Bring back our girls

Tomorrow it ill be two months to the day nearly 300 schoolgirls were abducted from the remote village of Chibok in northeastern Nigeria by the renegade group Boko Haram—and still no word of them.

Despite the bumbling indifference and much-delayed military response of Nigerian officials, global pressure has produced some results in the largely fruitless search for the girls (now of a lesser number, some having managed to escape). Because of the expressed outrage and protest actions of the girls’ family members that exposed the crisis to the world, international celebrities, leaders and social media—through the hashtag #bringbackourgirls—shamed the Nigerian government enough for it to accept offers of advice, expertise and surveillance technology from the United States, Britain, Israel and China.

The global pressure has led the Boko Haram to backtrack from its original threat of selling the girls as wives to Islamist militants, to demanding instead a prisoner swap for the captives.

But what is behind this barbaric act? Why target hapless young girls in a boarding school? Previous to the incident, the Boko Haram also burned down a number of schools in Nigeria and shot, stabbed dead and torched scores of boys and their teachers. What did the terrorist group hope to achieve with its brazen and bloody siege?

Boko Haram, according to news reports, translates to “Western education is sin.” Offering the girls as wives and, later, showing pictures of them in Muslim garb and praying, showed up the kidnappers’ mindset: that women are meant mainly as domestic chattel and docile homemakers for whom education is superfluous.

While there is little we can do except to add our voice to the global outrage and to continue to express our support for efforts to rescue the girls, we have more leeway to prevent the spread of the Boko Haram mindset about girls and women.

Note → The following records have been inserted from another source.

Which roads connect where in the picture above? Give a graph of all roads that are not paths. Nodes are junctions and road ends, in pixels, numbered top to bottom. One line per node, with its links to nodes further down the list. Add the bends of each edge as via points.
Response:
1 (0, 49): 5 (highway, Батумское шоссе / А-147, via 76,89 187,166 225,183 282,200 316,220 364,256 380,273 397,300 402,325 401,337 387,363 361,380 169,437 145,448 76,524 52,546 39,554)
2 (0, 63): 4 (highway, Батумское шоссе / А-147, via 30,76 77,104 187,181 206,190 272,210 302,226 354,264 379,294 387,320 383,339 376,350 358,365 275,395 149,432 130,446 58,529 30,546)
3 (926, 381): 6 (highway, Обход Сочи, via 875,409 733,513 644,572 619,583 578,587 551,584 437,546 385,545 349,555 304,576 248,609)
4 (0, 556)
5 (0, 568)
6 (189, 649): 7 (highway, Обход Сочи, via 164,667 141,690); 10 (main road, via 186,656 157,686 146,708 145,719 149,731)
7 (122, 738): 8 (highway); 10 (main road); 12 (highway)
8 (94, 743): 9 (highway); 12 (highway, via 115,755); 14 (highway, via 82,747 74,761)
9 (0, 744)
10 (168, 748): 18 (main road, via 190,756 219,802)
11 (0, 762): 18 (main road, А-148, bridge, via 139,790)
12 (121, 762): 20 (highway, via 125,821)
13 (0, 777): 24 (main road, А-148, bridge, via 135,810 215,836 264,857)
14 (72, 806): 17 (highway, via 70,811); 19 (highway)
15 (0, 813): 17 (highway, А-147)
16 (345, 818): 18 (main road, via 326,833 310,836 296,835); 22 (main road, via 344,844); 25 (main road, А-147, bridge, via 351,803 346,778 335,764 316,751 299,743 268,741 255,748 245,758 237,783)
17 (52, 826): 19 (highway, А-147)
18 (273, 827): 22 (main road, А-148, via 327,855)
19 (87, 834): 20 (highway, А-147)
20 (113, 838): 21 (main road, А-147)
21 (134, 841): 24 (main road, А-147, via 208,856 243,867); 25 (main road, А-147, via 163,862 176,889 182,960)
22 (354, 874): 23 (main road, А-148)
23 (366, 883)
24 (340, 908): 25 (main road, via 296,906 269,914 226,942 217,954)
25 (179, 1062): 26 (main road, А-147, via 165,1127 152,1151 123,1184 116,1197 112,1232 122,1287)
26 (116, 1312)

In our backyard, we see the same mentality in mercantile form: The cybersex trade that flourishes in areas such as the town of Cordova in Cebu shows that some parents see their young daughters mainly as profitable assets to hawk online instead of human beings who deserve privacy and dignity, and their personal responsibility to feed, clothe and send to school.

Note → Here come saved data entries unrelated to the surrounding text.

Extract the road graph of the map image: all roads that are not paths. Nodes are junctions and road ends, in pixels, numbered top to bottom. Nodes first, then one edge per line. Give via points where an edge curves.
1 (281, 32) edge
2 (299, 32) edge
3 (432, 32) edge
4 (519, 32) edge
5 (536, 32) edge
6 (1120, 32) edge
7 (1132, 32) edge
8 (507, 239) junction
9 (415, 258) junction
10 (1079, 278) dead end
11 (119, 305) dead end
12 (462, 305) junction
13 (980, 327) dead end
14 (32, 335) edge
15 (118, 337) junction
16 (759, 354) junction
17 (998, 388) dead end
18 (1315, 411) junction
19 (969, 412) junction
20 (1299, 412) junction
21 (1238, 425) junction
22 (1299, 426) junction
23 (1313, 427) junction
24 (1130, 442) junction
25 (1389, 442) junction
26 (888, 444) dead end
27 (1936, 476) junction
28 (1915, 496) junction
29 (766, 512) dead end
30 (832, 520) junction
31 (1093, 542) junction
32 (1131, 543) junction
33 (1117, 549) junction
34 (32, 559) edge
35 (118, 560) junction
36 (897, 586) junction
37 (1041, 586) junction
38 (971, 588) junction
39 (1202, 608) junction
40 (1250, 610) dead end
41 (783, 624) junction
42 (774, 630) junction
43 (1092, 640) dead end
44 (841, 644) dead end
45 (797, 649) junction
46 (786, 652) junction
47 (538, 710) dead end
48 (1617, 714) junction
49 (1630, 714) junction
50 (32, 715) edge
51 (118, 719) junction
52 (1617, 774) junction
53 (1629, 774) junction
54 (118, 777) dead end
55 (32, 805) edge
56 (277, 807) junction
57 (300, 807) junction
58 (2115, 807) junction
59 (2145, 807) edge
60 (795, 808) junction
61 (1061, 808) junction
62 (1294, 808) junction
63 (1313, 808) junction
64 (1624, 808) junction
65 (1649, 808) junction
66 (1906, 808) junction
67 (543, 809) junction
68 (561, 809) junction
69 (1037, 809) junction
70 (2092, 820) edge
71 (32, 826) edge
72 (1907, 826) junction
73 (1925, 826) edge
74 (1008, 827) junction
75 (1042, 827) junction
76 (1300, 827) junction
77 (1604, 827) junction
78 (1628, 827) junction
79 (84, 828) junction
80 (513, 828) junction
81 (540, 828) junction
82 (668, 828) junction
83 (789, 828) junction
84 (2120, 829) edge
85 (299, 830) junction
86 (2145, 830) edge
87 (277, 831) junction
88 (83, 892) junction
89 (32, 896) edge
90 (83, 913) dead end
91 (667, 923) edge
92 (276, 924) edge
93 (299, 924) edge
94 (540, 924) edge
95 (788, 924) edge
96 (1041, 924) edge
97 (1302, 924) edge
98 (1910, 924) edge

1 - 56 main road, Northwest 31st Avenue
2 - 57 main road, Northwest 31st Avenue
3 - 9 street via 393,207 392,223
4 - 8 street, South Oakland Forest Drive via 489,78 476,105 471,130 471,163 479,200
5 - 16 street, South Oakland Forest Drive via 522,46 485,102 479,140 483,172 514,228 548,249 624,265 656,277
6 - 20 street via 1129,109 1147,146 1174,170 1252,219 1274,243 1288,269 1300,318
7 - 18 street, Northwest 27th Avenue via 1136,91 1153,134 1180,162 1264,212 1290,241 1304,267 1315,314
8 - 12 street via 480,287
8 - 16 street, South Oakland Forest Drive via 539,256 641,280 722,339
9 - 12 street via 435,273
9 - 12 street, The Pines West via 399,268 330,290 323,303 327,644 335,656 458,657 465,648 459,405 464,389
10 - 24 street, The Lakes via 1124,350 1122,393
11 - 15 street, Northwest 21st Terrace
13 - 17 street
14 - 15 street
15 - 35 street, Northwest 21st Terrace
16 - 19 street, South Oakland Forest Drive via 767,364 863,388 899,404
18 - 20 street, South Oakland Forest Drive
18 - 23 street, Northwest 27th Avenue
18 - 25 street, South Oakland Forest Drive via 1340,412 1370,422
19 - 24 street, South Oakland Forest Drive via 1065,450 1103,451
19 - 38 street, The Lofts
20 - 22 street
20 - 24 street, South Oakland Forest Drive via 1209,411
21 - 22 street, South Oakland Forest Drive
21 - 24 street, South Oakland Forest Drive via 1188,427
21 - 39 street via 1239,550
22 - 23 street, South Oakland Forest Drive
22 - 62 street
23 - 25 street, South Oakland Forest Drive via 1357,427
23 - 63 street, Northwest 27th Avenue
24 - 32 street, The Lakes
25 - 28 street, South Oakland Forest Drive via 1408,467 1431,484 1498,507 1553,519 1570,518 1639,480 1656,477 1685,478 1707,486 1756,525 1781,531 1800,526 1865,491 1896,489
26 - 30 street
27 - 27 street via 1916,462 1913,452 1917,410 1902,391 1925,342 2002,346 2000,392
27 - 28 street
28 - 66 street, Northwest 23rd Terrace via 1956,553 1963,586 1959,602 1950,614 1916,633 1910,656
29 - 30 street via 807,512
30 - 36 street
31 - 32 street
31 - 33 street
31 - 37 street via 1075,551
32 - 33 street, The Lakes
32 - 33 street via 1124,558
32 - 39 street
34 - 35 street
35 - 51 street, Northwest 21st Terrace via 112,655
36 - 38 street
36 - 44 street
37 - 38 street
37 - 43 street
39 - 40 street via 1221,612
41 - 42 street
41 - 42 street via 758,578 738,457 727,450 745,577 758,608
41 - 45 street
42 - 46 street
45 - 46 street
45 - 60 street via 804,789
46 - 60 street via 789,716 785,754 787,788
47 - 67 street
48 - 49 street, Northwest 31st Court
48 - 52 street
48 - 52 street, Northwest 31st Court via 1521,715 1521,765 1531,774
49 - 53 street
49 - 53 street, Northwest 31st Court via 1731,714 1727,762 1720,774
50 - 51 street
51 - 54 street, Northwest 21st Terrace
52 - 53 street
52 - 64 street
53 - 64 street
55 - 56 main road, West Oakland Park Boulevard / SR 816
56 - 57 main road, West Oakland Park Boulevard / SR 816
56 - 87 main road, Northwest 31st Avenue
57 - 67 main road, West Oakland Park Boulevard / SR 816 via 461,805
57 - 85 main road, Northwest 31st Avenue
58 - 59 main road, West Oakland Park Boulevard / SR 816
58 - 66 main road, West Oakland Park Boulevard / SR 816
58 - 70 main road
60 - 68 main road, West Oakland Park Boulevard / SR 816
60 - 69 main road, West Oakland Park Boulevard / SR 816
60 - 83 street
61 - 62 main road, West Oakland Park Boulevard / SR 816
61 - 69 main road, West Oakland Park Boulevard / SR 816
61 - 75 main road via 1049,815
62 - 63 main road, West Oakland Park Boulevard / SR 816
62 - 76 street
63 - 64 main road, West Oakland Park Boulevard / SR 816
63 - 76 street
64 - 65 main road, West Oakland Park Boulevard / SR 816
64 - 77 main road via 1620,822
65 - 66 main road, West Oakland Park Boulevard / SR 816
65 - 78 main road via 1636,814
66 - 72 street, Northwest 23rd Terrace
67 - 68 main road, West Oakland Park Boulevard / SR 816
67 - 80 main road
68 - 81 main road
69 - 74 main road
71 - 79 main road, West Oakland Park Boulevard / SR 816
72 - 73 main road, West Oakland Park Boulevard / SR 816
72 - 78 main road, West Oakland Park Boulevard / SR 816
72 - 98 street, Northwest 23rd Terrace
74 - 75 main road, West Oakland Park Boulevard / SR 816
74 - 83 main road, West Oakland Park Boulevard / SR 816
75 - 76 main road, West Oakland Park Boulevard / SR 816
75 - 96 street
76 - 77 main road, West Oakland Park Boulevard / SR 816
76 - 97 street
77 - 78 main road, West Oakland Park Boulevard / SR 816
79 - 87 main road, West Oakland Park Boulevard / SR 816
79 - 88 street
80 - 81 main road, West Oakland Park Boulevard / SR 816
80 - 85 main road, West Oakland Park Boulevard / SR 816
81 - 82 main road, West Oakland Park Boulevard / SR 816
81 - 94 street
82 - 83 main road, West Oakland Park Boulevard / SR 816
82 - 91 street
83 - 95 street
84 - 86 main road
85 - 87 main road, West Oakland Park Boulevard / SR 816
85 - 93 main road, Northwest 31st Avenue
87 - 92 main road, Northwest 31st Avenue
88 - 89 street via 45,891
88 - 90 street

The Cebu cybersex industry in fact reminds us strongly of how old folks used to describe girls: “pambayad-utang,”  or debt payment, perhaps in reference to the tenancy arrangement that had impoverished peasants trading off their daughters’ virtue and labor so that landowners would allow them to continue tilling the land for next to nothing.

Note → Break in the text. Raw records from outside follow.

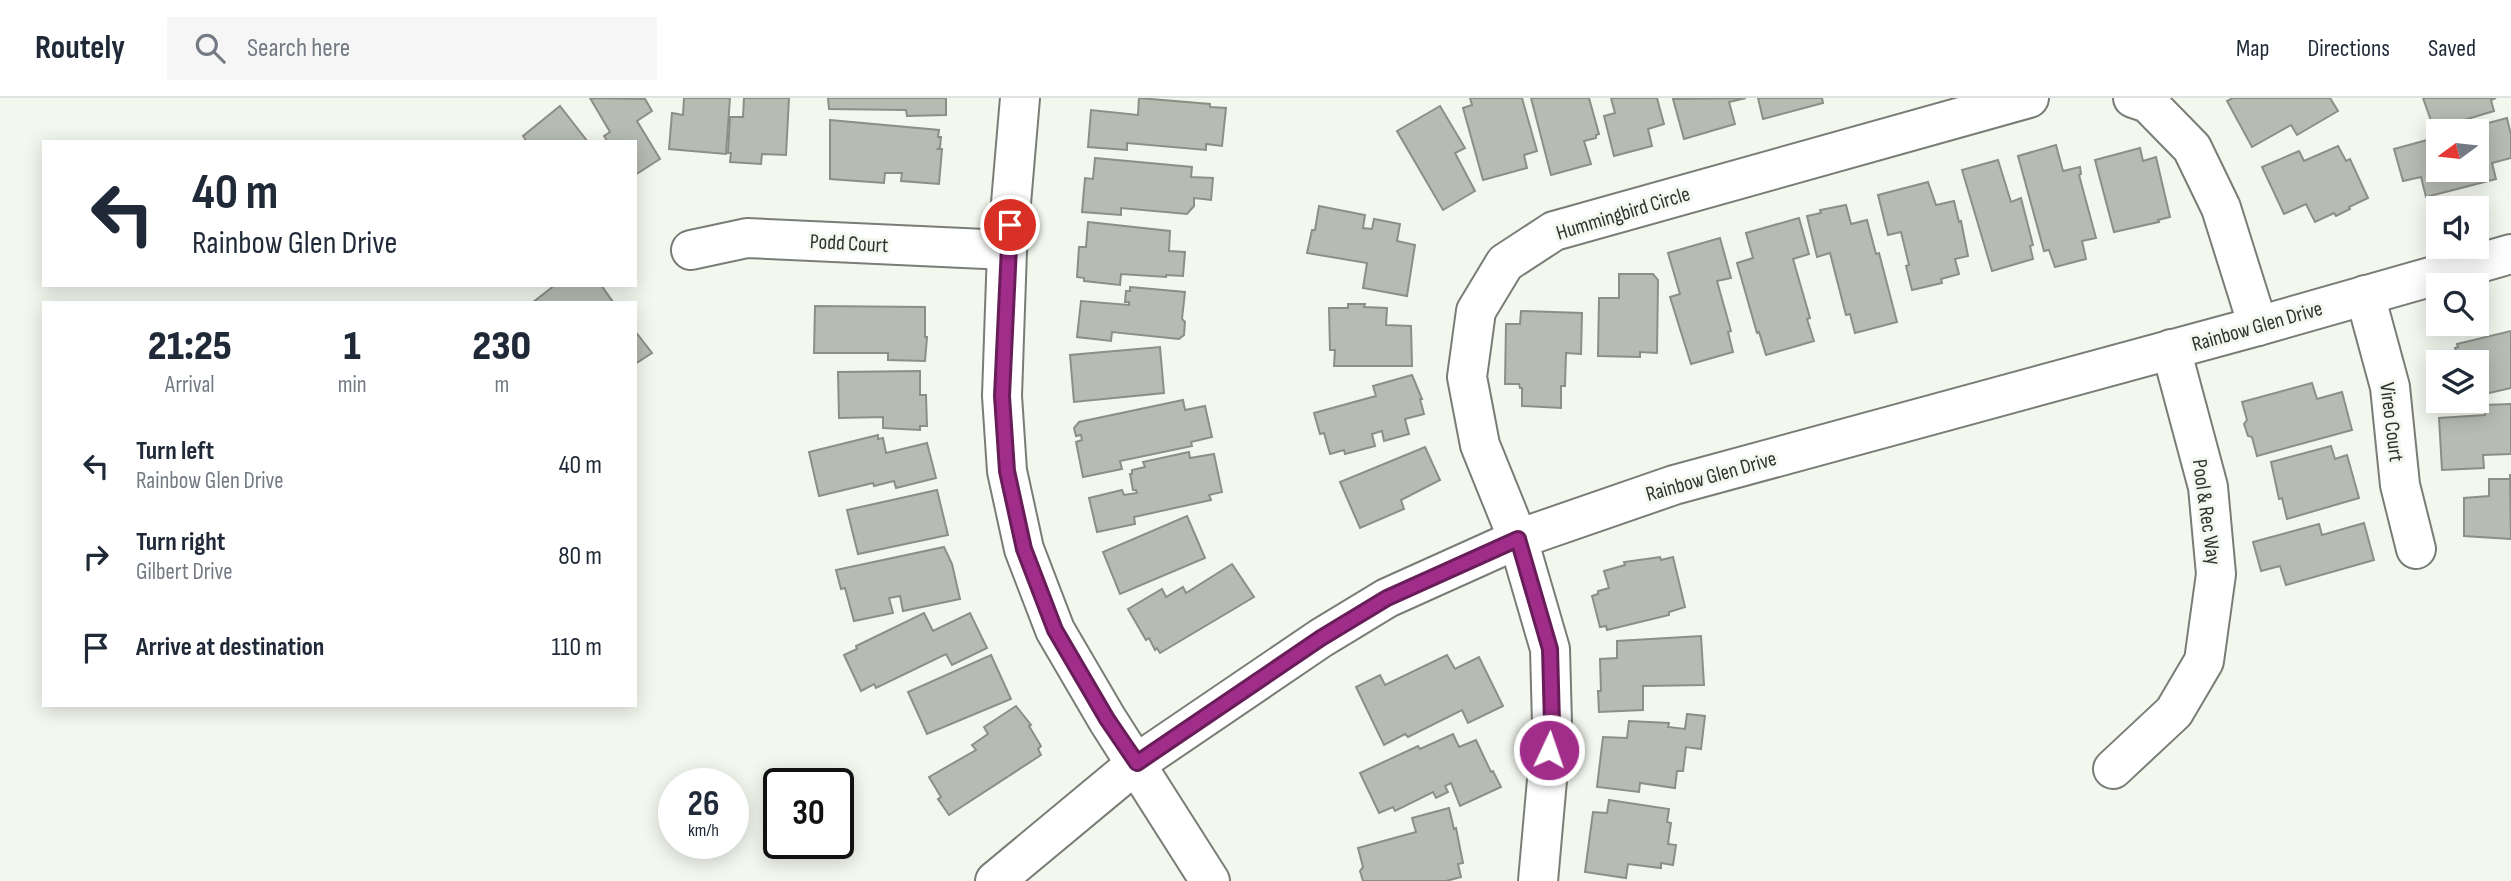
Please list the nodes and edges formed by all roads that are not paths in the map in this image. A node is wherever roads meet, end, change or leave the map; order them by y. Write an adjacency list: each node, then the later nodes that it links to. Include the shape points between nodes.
1 (1020, 98): 5 (street)
2 (2029, 98): 10 (street, Hummingbird Circle, via 1554,231 1505,262 1476,311 1467,377 1480,445)
3 (2133, 98): 8 (street, via 2147,103 2192,148 2221,208)
4 (691, 250): 5 (street, Podd Court, via 747,238)
5 (1007, 250): 12 (street, via 1002,396 1007,471 1024,549 1055,630)
6 (2511, 254): 7 (street, Rainbow Glen Drive)
7 (2365, 295): 8 (street, Rainbow Glen Drive); 11 (street, Vireo Court, via 2390,387 2400,485)
8 (2258, 326): 9 (street, Rainbow Glen Drive)
9 (2171, 349): 10 (street, Rainbow Glen Drive, via 1674,485); 13 (street, Pool & Rec Way, via 2208,486 2216,574 2204,661 2174,712)
10 (1518, 539): 12 (street, Rainbow Glen Drive, via 1387,598); 16 (street, Hummingbird Circle, via 1550,649 1552,724)
11 (2416, 549)
12 (1137, 763): 14 (street, Rainbow Glen Drive); 15 (street)
13 (2113, 769)
14 (995, 881)
15 (1210, 881)
16 (1538, 881)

For the longest time, girls were also expected to stop schooling after learning to read and count in grade school—the perverse logic being that they’d only get married and breed, and they hardly need a college degree for that.

In China as well, girls are considered dispensable: aborted as fetuses, smothered at birth, or given up for international adoption. And all because the coveted child in that patriarchal country’s “one-child policy” is male. The skewed male-female ratio has resulted in a thriving sex trade and the widespread abduction of young women to serve as brides, especially in remote villages where the traditional bias for male heirs is strongest.

So, yes, we need not look far to find that girls in this part of the world are also missing—rendered invisible by a mindset similar to that of the Boko Haram.

But surely, the best way to defeat that terrorist group and its way of thinking is to make sure that its tenets wither on the vine. Every one of us should learn to value our girls and make sure that they get the same opportunities as their brothers, that they stay in school where they can learn, beyond the 3Rs, what life holds out for them.

The Pakistani activist Malala Yousafzai, who as a schoolgirl survived being shot in the head in 2012 by a gunman of the Taliban in its attempt to end her campaign for the right of girls to an education, has set up “The Malala Fund.” Malala, now 17, is seeking donations “to support Nigerian organizations educating and standing up for girls.”

Tony Blair, former prime minister of Britain, describes the missing girls as Nigeria’s future. So too are our own girls our personal stake in a better future.